The $2 billion spectrum-related lawsuit filed by Harbinger Capital Partners against Apollo Global Management has been stayed once again — this time at the request of Ligado Networks, the current holder of the frequencies involved.
Ligado Networks is the successor firm to LightSquared, the company that emerged after Harbinger invested in and then fully acquired a firm called SkyTerra from Apollo Global. Harbinger renamed the firm and paid hundreds of millions to another wireless company to separate its checkerboard of frequency assignments from those of LightSquared, giving LightSquared a contiguous band of spectrum.
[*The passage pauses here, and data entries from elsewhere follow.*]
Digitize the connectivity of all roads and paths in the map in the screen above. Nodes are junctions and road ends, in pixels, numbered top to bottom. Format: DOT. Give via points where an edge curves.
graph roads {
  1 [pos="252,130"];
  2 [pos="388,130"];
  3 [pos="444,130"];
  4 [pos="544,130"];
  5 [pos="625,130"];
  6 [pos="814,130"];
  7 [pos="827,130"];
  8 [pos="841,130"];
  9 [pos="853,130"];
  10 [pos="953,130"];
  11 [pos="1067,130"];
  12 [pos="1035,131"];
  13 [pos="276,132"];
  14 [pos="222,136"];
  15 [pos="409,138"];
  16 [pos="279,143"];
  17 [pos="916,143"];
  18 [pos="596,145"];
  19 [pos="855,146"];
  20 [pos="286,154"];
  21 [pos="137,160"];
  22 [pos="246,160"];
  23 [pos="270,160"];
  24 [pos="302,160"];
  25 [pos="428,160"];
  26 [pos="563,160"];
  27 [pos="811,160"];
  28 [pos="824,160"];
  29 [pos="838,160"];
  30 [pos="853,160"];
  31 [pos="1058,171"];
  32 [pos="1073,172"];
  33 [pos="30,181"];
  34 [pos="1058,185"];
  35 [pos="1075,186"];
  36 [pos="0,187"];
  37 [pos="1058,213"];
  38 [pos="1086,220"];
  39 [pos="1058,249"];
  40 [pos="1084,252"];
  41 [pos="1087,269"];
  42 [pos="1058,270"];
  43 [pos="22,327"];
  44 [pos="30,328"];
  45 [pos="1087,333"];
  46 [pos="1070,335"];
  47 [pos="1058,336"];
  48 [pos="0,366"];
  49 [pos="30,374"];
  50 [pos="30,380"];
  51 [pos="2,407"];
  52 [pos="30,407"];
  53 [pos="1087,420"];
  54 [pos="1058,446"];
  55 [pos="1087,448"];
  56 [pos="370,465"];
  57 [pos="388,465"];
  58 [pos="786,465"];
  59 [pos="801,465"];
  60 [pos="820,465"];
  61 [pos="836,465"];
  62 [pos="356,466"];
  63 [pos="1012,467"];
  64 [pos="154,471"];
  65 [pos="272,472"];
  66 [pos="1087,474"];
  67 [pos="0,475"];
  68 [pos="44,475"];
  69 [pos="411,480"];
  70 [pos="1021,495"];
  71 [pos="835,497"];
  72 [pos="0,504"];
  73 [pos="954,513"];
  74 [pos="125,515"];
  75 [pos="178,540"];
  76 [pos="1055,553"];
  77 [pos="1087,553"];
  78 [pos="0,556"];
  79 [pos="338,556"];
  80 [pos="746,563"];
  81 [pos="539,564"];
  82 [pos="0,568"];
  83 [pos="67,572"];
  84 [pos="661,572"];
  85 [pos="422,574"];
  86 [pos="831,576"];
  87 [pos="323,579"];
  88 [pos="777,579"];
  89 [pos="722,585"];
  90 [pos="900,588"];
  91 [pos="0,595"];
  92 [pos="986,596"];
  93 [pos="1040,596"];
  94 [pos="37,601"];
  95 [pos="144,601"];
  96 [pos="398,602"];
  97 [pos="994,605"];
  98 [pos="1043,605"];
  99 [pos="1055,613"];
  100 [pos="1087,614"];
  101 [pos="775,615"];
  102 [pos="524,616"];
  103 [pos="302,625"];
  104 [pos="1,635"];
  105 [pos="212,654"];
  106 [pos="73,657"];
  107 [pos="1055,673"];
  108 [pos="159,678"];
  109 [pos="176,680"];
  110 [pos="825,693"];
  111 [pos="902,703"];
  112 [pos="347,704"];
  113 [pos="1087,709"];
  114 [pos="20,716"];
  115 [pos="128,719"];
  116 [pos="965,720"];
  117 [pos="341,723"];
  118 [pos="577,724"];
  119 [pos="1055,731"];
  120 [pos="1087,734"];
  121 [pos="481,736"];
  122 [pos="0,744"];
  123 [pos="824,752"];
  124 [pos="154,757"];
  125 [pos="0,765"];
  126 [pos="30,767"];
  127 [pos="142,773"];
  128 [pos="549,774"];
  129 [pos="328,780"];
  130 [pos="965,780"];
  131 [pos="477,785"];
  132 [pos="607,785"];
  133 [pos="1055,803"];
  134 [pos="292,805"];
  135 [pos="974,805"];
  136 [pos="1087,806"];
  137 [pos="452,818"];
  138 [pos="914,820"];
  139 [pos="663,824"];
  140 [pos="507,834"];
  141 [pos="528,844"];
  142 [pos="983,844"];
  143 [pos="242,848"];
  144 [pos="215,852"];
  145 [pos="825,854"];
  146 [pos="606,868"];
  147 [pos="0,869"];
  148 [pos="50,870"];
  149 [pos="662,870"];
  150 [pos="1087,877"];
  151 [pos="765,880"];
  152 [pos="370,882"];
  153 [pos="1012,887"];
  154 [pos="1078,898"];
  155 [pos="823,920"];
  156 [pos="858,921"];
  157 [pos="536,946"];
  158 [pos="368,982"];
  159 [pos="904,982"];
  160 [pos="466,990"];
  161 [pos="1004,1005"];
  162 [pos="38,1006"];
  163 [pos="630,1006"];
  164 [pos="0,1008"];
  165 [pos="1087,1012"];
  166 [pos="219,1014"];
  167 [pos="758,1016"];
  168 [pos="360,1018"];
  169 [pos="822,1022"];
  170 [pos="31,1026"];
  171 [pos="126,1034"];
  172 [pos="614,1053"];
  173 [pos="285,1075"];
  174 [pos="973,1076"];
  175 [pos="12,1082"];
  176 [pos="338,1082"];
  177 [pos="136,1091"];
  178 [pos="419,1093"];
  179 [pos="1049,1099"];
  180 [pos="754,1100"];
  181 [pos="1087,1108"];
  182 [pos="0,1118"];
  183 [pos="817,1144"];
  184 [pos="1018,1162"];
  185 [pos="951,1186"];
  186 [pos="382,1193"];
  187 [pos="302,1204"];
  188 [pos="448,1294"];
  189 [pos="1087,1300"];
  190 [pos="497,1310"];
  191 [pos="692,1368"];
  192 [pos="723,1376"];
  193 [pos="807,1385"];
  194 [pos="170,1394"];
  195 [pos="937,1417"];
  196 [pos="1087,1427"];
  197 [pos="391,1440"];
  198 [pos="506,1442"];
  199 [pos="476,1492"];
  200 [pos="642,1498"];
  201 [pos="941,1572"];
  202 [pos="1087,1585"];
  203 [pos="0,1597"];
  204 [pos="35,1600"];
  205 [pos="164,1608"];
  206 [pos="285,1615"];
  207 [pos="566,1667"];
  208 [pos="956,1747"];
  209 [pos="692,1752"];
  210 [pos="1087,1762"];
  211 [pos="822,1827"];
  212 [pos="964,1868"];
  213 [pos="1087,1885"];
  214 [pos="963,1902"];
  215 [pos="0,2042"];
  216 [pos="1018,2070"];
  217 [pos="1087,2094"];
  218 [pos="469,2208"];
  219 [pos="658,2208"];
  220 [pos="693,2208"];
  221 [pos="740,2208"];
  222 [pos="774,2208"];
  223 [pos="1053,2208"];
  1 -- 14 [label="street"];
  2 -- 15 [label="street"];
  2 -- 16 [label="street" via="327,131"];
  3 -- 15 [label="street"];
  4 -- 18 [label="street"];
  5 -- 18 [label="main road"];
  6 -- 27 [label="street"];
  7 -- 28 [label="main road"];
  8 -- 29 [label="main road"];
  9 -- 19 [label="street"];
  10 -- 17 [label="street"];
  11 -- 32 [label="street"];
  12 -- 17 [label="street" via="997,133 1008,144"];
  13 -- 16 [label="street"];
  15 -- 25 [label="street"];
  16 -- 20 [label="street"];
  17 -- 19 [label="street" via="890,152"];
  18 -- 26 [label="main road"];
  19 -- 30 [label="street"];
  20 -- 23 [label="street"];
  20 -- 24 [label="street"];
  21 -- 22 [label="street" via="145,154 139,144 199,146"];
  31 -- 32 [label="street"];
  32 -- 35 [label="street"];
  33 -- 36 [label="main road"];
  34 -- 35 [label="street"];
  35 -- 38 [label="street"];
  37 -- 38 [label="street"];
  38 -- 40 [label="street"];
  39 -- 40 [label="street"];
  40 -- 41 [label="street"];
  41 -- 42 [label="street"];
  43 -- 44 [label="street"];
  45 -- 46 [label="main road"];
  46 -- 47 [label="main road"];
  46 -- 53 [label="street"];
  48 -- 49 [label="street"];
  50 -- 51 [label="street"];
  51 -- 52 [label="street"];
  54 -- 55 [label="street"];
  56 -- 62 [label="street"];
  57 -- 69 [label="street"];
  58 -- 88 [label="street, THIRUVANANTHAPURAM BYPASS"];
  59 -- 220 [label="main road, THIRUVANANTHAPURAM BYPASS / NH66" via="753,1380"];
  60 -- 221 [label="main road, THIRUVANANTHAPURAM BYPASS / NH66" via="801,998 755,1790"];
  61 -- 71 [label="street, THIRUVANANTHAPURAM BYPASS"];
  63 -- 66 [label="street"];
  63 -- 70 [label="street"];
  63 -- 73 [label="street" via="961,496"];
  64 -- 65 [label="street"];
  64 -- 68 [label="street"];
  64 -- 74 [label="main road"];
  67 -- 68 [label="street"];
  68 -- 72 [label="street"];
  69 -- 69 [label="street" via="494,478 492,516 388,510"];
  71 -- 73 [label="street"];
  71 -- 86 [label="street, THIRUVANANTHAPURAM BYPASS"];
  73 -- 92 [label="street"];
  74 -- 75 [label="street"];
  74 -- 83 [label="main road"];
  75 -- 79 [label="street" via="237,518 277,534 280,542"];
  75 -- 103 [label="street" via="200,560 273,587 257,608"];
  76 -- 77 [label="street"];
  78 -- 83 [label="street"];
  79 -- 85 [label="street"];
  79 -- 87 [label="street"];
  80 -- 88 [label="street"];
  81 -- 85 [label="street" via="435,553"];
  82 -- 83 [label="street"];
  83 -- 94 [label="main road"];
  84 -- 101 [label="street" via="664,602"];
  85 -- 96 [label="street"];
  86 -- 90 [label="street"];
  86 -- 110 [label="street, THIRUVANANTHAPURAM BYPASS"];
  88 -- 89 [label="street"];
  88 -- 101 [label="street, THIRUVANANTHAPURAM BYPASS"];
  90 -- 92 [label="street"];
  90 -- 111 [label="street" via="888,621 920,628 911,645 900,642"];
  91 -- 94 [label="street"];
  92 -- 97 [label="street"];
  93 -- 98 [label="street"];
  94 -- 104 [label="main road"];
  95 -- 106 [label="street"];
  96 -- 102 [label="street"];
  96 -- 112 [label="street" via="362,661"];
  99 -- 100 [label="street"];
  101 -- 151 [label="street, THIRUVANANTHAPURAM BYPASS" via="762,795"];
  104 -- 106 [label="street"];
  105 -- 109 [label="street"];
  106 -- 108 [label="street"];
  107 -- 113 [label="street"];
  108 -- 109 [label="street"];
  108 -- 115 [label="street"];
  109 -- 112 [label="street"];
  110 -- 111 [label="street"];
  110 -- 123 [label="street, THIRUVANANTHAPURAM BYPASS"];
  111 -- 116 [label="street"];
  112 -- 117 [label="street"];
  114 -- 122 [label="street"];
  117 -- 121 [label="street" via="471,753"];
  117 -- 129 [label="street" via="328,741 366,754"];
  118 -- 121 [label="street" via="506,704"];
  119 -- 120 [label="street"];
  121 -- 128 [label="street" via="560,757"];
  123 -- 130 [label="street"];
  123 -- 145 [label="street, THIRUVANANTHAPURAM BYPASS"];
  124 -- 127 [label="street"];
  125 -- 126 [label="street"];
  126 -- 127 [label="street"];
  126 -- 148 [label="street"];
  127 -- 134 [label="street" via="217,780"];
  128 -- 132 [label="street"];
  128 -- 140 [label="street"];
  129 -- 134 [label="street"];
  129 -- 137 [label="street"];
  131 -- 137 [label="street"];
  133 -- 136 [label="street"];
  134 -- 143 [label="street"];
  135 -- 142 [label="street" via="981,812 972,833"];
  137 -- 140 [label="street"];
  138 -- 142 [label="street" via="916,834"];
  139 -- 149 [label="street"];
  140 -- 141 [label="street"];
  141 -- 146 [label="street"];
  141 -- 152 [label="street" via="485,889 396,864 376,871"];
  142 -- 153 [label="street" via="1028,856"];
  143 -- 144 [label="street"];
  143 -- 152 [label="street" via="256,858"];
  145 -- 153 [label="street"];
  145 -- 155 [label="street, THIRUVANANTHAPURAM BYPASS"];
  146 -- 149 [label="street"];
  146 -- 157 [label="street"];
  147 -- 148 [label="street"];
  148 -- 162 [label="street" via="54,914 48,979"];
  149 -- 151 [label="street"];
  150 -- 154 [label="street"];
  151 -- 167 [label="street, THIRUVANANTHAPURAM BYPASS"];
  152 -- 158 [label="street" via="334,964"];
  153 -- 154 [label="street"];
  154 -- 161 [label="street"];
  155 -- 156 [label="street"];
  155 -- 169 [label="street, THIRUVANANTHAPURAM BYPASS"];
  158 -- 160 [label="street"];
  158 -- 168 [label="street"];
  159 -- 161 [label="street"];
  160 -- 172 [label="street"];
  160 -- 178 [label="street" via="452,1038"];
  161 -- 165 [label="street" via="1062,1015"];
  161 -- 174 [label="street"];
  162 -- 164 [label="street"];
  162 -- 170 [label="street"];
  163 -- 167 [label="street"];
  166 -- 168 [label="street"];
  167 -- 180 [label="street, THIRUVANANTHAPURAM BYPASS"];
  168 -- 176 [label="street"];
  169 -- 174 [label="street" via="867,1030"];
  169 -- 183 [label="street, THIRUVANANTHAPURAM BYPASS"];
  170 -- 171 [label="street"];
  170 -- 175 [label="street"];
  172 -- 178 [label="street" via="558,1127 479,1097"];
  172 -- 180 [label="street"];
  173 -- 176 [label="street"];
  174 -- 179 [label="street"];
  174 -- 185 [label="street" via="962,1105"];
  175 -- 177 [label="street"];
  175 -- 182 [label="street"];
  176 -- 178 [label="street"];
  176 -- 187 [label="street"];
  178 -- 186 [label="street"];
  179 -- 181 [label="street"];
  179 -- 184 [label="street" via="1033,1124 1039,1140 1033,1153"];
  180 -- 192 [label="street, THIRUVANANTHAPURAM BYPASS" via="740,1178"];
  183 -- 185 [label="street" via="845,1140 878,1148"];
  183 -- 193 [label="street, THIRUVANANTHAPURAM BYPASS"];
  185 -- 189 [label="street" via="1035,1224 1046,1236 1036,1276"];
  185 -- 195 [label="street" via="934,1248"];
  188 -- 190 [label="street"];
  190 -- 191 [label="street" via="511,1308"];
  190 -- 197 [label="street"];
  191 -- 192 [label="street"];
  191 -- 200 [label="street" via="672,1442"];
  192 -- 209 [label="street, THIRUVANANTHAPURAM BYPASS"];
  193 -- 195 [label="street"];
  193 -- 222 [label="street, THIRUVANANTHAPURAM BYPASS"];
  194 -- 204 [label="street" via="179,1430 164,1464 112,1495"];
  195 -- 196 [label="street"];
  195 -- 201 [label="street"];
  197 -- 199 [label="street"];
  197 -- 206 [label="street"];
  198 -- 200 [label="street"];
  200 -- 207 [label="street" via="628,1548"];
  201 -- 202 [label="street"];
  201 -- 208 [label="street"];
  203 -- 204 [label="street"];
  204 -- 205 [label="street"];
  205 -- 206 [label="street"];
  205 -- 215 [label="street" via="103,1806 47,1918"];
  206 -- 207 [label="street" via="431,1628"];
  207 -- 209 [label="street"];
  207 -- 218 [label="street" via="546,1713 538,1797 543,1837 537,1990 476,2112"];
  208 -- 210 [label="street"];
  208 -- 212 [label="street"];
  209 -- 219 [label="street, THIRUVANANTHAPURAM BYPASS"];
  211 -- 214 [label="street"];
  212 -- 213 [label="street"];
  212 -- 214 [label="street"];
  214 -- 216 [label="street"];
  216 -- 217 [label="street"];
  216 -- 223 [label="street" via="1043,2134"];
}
The effort was aimed at the time at building a high-powered, national broadband network comprising some 40,000 ground stations. To do that LightSquared also needed the Federal Communications Commission (FCC) to approve its use of its satellite frequencies, which are located in a band neighboring the satellite navigation band, for terrestrial operations. The FCC, however, put that proposal on hold in 2012 because testing showed the network would overwhelm the vast majority of GPS receivers. LightSquared filed bankruptcy shortly thereafter, emerging a few years later as Ligado. Ligado now has more limited plans for its terrestrial component but is still seeking FCC permission for terrestrial use of satellite frequencies.
The Lawsuit
Harbinger and affiliates joining it in the suit are alleging Apollo and a list of other defendants knew as early as 2001 that terrestrial voice and data signals would overload GPS receivers but “carefully concealed these defects,” according to Harbinger’s complaint.
“The Harbinger Funds were able to discover the truth only after the Company (LightSquared), having just emerged from bankruptcy, suddenly dropped a lawsuit that it had brought against a number of GPS companies concerning the interference issue — a lawsuit it had previously touted as meritorious and valuable — and settled it on such unfavorable terms that they suspected that the issue might not be blamed on the GPS companies. The Harbinger Funds therefore began an extensive investigation that eventually led to the discovery of defendants’ massive fraud.”
“This overload issue,” Harbinger wrote, “would effectively cripple receivers used by GPS and would be fatal to the millions of GPS devices already in use, many of which are critical to the national infrastructure and already widely used for aviation, safety, defense, and research purposes across the country.”
“We believe the suit lacks merit and we intend to defend ourselves vigorously,” a spokesperson for Apollo Global Management said in a written statement shortly after the lawsuit was filed.
Frozen
Action in the lawsuit is now on hold. “At Ligado’s request, the parties have agreed to a second stay to April 3, 2019,” according to a filing with the Supreme Court of the State of New York.
“The delay is likely to be related to the fact that Ligado is still awaiting a ruling from the FCC on its license application and neither side wants to pursue this litigation until they see that ruling,” said Tim Farrar, the founder of TMF Associates. Farraris a technology consultant specializing in the satellite industry who has followed LightSquared/Ligado closely.
At the beginning of January, an FCC ruling in the first quarter of the year seemed possible, Farrar said in an emailed comment. But the long government shutdown may have changed that, he said. “So it is entirely possible that a further extension will be agreed in April.” The court did indeed anticipate additional delay in the case in its decision document.
Farrar said the reason he and others had suggested that a decision was near was that there were rumors that a key element, a letter, had been sent to the National Telecommunications and Information Administration (NTIA).
The decision is in the hands of the FCC, which deals with non-federal spectrum issues. In the process leading up to the 2012 LightSquared decision the FCC did not rule, however, until after it got feedback from the NTIA on whether there was interference. The NTIA, which handles federal frequency use, did not issue an opinion until it heard from the National Executive Committee for Space-Based Positioning, Navigation, and Timing (PNT). The ExCom is a federal, multi-agency decision-making body for satellite navigation and has been the nexus for the research into interference issues between LightSquared/Ligado and GPS users. It is advised by the National Space-Based PNT Advisory Board, which is made up of the nation’s leading experts on satellite navigation.
That same sequence of expert input appears to be in place in the case of Ligado’s request. The Advisory Board has made it clear that it believes the Ligado proposal, though revised from LightSquared’s original plan, still poses a GPS interference risk and sent a letter in August 2018 recommending against approval. Though the ExCom has appeared poised to submit its input, Inside GNSShas been unable to confirm that a letter has actually gone out from the ExCom to the NTIA. It appears possible that that step was delayed by the partial government shutdown.